(Dataset records Opens)

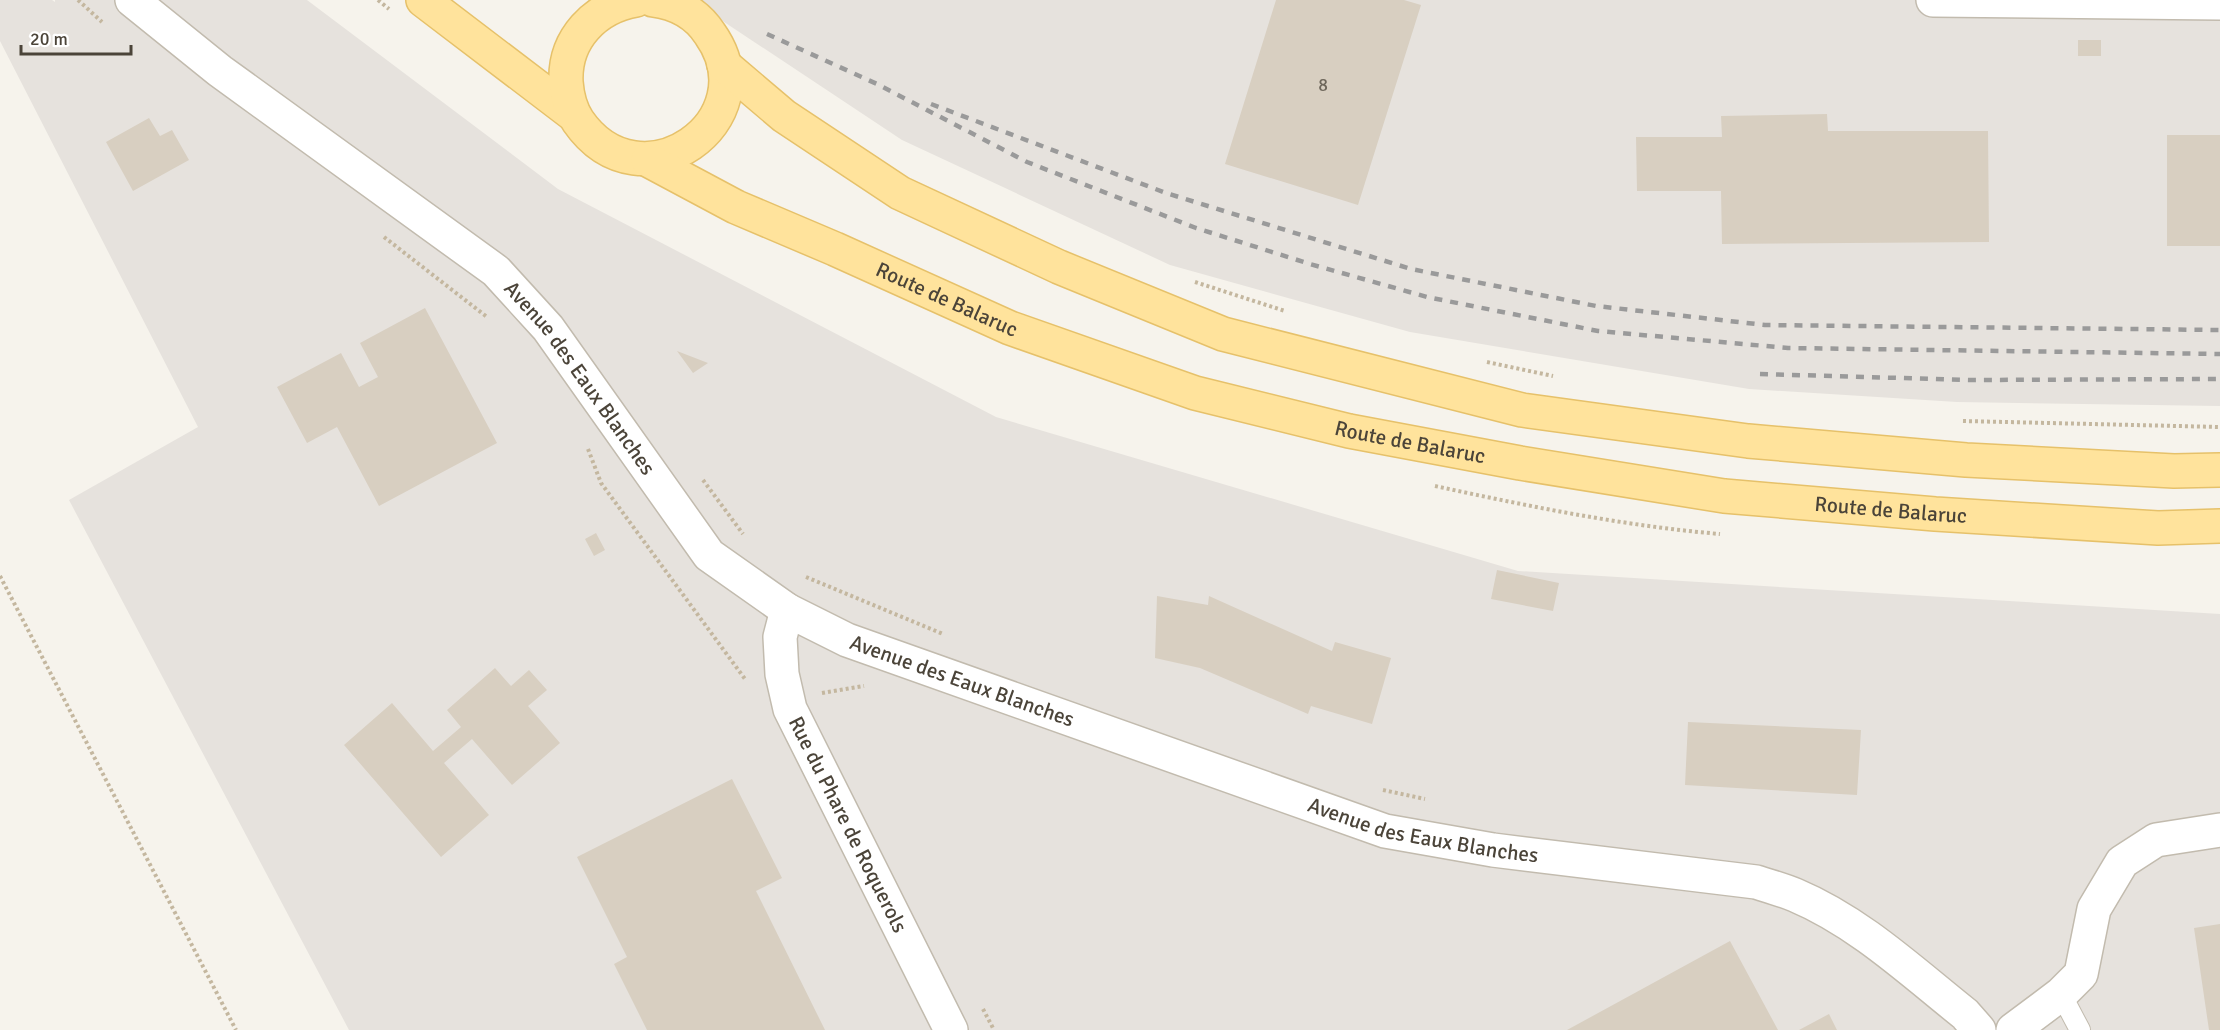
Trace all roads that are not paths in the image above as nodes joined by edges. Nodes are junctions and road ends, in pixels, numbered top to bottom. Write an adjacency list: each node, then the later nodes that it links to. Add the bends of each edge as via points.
1 (132, 0): 13 (street, Avenue des Eaux Blanches, via 220,72 496,271 548,328 709,555)
2 (423, 0): 9 (main road)
3 (636, 0): 9 (main road, via 600,13 583,28 571,48 566,70 567,93)
4 (1933, 0): 5 (street)
5 (2170, 1): 7 (street)
6 (670, 2): 8 (main road, via 704,24 717,43)
7 (2220, 3)
8 (724, 65): 10 (main road, via 725,88 720,110 708,130 670,156); 11 (main road, via 784,116 900,193 1059,267 1223,334 1522,410 1556,415 1748,441 1966,460)
9 (574, 115): 10 (main road, via 586,134 604,148)
10 (648, 160): 12 (main road, Route de Balaruc, via 736,207 1010,328 1195,393 1349,431 1724,496 2158,528)
11 (2220, 470)
12 (2220, 526)
13 (787, 610): 16 (street, Rue du Phare de Roquerols, via 780,637 782,674 790,709); 17 (street, Avenue des Eaux Blanches, via 847,640 1386,831 1494,850 1756,882 1795,895 1863,933 1965,1014)
14 (2220, 830): 15 (street, via 2156,840 2122,862 2094,909 2081,974)
15 (2061, 994): 18 (street); 19 (lane)
16 (951, 1030)
17 (1979, 1030)
18 (2013, 1030)
19 (2080, 1030)

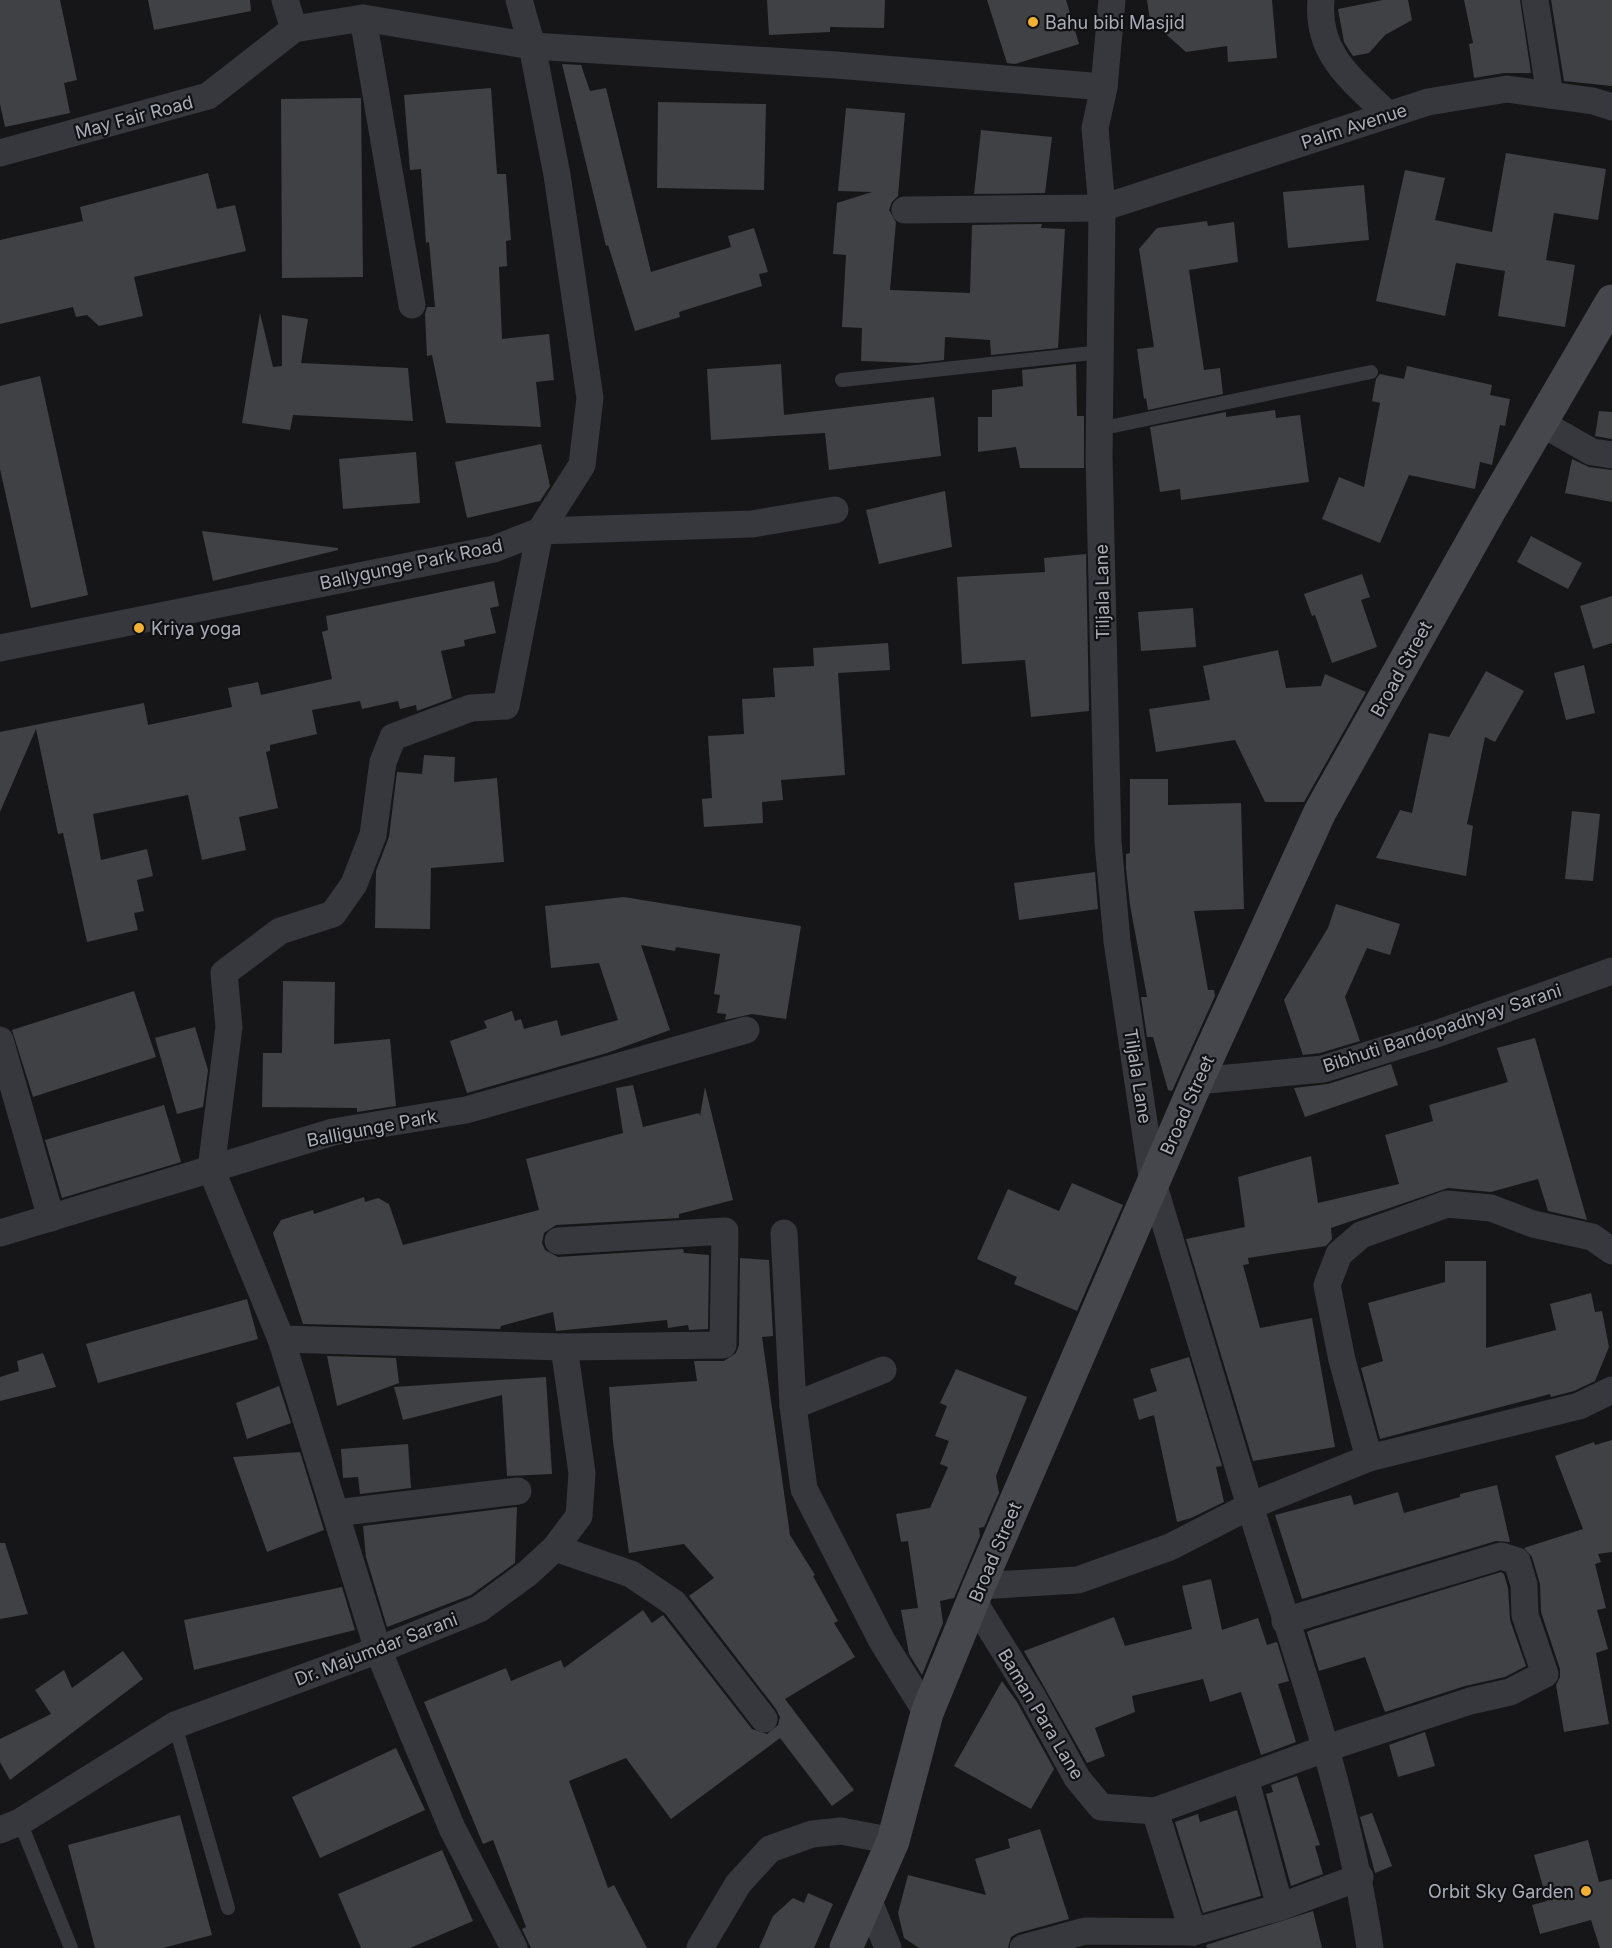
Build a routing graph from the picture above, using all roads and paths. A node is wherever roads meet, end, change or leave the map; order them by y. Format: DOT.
graph roads {
  1 [pos="285,0"];
  2 [pos="519,0"];
  3 [pos="1112,0"];
  4 [pos="1321,0"];
  5 [pos="1535,0"];
  6 [pos="363,18"];
  7 [pos="294,29"];
  8 [pos="532,46"];
  9 [pos="1104,87"];
  10 [pos="1550,95"];
  11 [pos="1612,107"];
  12 [pos="1388,115"];
  13 [pos="1,149"];
  14 [pos="1102,208"];
  15 [pos="905,210"];
  16 [pos="1612,301"];
  17 [pos="412,305"];
  18 [pos="1101,352"];
  19 [pos="1371,372"];
  20 [pos="842,380"];
  21 [pos="1541,423"];
  22 [pos="1099,429"];
  23 [pos="1612,455"];
  24 [pos="835,510"];
  25 [pos="540,531"];
  26 [pos="0,648"];
  27 [pos="1612,971"];
  28 [pos="746,1030"];
  29 [pos="0,1040"];
  30 [pos="1197,1081"];
  31 [pos="211,1169"];
  32 [pos="1153,1183"];
  33 [pos="51,1218"];
  34 [pos="0,1233"];
  35 [pos="784,1233"];
  36 [pos="558,1241"];
  37 [pos="1612,1251"];
  38 [pos="281,1339"];
  39 [pos="564,1347"];
  40 [pos="884,1370"];
  41 [pos="1612,1390"];
  42 [pos="793,1406"];
  43 [pos="1369,1458"];
  44 [pos="518,1491"];
  45 [pos="1250,1506"];
  46 [pos="336,1513"];
  47 [pos="555,1548"];
  48 [pos="976,1594"];
  49 [pos="1286,1621"];
  50 [pos="378,1650"];
  51 [pos="927,1713"];
  52 [pos="764,1719"];
  53 [pos="175,1725"];
  54 [pos="1327,1748"];
  55 [pos="1245,1778"];
  56 [pos="1155,1811"];
  57 [pos="10,1826"];
  58 [pos="893,1841"];
  59 [pos="1360,1877"];
  60 [pos="868,1899"];
  61 [pos="1280,1907"];
  62 [pos="228,1908"];
  63 [pos="1193,1932"];
  64 [pos="1088,1940"];
  65 [pos="71,1948"];
  66 [pos="514,1948"];
  67 [pos="700,1948"];
  68 [pos="846,1948"];
  69 [pos="888,1948"];
  70 [pos="1023,1948"];
  71 [pos="1370,1948"];
  1 -- 7 [label="street"];
  2 -- 8 [label="street"];
  3 -- 9 [label="street, Tiljala Lane"];
  4 -- 12 [label="street"];
  5 -- 10 [label="street"];
  6 -- 7 [label="street, May Fair Road"];
  6 -- 8 [label="street, May Fair Road"];
  6 -- 17 [label="street"];
  7 -- 13 [label="street, May Fair Road"];
  8 -- 9 [label="street, May Fair Road"];
  8 -- 25 [label="street"];
  9 -- 14 [label="street, Tiljala Lane"];
  10 -- 11 [label="street, Palm Avenue"];
  10 -- 12 [label="street, Palm Avenue"];
  12 -- 14 [label="street, Palm Avenue"];
  14 -- 15 [label="street, Palm Avenue"];
  14 -- 18 [label="street, Tiljala Lane"];
  16 -- 21 [label="street, Broad Street"];
  18 -- 20 [label="lane"];
  18 -- 22 [label="street, Tiljala Lane"];
  19 -- 22 [label="lane"];
  21 -- 23 [label="street"];
  21 -- 30 [label="street, Broad Street"];
  22 -- 32 [label="street, Tiljala Lane"];
  24 -- 25 [label="street, Ballygunge Park Road"];
  25 -- 26 [label="street, Ballygunge Park Road"];
  25 -- 31 [label="street"];
  27 -- 30 [label="street, Bibhuti Bandopadhyay Sarani"];
  28 -- 31 [label="street, Balligunge Park"];
  29 -- 33 [label="street"];
  30 -- 32 [label="street, Broad Street"];
  31 -- 33 [label="street, Balligunge Park"];
  31 -- 38 [label="street"];
  32 -- 45 [label="street, Tiljala Lane"];
  32 -- 48 [label="street, Broad Street"];
  33 -- 34 [label="street, Balligunge Park"];
  35 -- 42 [label="street"];
  36 -- 39 [label="street"];
  37 -- 43 [label="street"];
  38 -- 39 [label="street"];
  38 -- 46 [label="street"];
  39 -- 47 [label="street, Dr. Majumdar Sarani"];
  40 -- 42 [label="street"];
  41 -- 43 [label="street"];
  42 -- 51 [label="street"];
  43 -- 45 [label="street"];
  44 -- 46 [label="street"];
  45 -- 48 [label="street"];
  45 -- 49 [label="street"];
  46 -- 50 [label="street"];
  47 -- 50 [label="street, Dr. Majumdar Sarani"];
  47 -- 52 [label="street"];
  48 -- 51 [label="street, Broad Street"];
  48 -- 56 [label="street, Baman Para Lane"];
  49 -- 54 [label="street"];
  49 -- 54 [label="street, Baman Para Lane"];
  50 -- 53 [label="street, Dr. Majumdar Sarani"];
  50 -- 66 [label="street"];
  51 -- 58 [label="street, Broad Street"];
  53 -- 57 [label="street, Dr. Majumdar Sarani"];
  53 -- 62 [label="lane"];
  54 -- 55 [label="street, Baman Para Lane"];
  54 -- 59 [label="street"];
  55 -- 56 [label="street, Baman Para Lane"];
  55 -- 61 [label="street"];
  56 -- 63 [label="street"];
  57 -- 65 [label="lane"];
  58 -- 60 [label="street, Broad Street"];
  58 -- 67 [label="street"];
  59 -- 61 [label="street"];
  59 -- 71 [label="street"];
  60 -- 68 [label="street, Broad Street"];
  60 -- 69 [label="street"];
  61 -- 63 [label="street"];
  63 -- 64 [label="street"];
  64 -- 70 [label="street"];
}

(Dataset records Closes)

Go through the lines above. Select every one that has the string "Broad".

■ **Answer box**:
  16 -- 21 [label="street, Broad Street"];
  21 -- 30 [label="street, Broad Street"];
  30 -- 32 [label="street, Broad Street"];
  32 -- 48 [label="street, Broad Street"];
  48 -- 51 [label="street, Broad Street"];
  51 -- 58 [label="street, Broad Street"];
  58 -- 60 [label="street, Broad Street"];
  60 -- 68 [label="street, Broad Street"];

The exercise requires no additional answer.